“If they are not all crazy, then I must be,” said. Sammy Jay to himself, as he turned away from the breakfast which he could not eat. Then he had a happy idea. “Why didn’t I think of it before? I’ll sleep all day, and then I’ll keep awake all night and see what happens then!” he exclaimed.
So Sammy Jay hurried away to the darkest part of the Green Forest and tried to sleep through the day.
VII
SAMMY JAY SITS UP ALL NIGHT
Sammy Jay sat in the dark and shivered. Sammy was lonely, more lonely than he had ever supposed anybody could be. And to tell the truth Sammy Jay was scared. Yes, Sir, that was just the way Sammy Jay felt—scared. Every time a leaf rustled, Sammy jumped almost out of his skin. His heart went pit-a-pat, pit-a-pat, pit-a-pat.
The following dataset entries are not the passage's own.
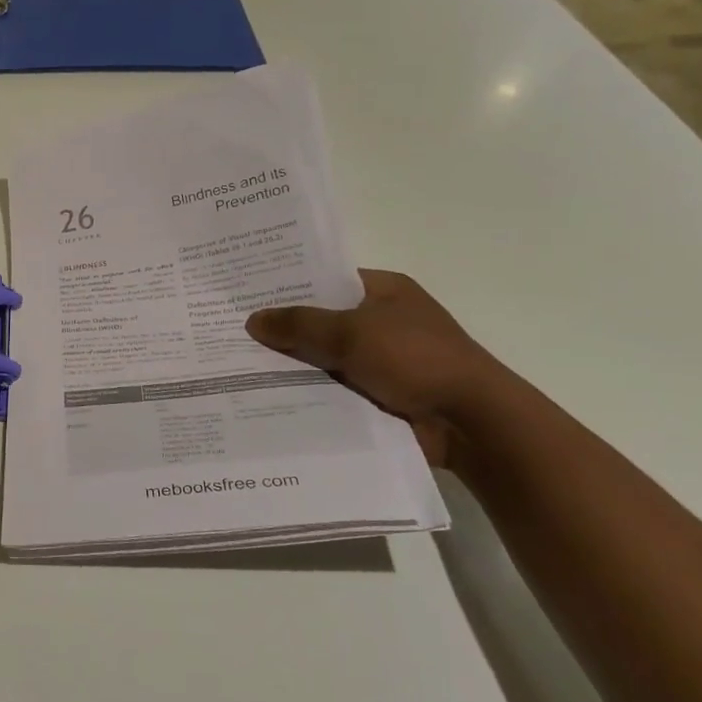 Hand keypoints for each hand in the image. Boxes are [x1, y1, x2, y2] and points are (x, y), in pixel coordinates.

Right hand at [245, 270, 508, 467]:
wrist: (470, 422)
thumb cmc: (415, 359)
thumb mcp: (351, 332)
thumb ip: (299, 324)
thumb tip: (253, 320)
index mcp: (383, 290)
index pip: (325, 279)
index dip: (287, 284)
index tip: (244, 292)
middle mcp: (381, 320)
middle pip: (320, 319)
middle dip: (283, 328)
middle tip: (231, 329)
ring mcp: (380, 359)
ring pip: (323, 357)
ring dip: (292, 364)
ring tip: (236, 365)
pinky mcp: (378, 394)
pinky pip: (332, 387)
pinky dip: (308, 392)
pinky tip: (266, 395)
He could hear it himself, or at least he thought he could, and it seemed to him that if Hooty the Owl should happen to come along, he would surely hear it.
You see it was the first time in all his life that Sammy Jay had not gone to sleep just as soon as jolly, round, red Mr. Sun had pulled his rosy night-cap on and gone to bed behind the Purple Hills. But to-night Sammy sat in the darkest, thickest part of a big pine-tree and kept blinking his eyes to keep from going to sleep. He had made up his mind that he wouldn’t go to sleep at all that night, no matter how lonely and frightened he might be. He just would keep his eyes and his ears wide open.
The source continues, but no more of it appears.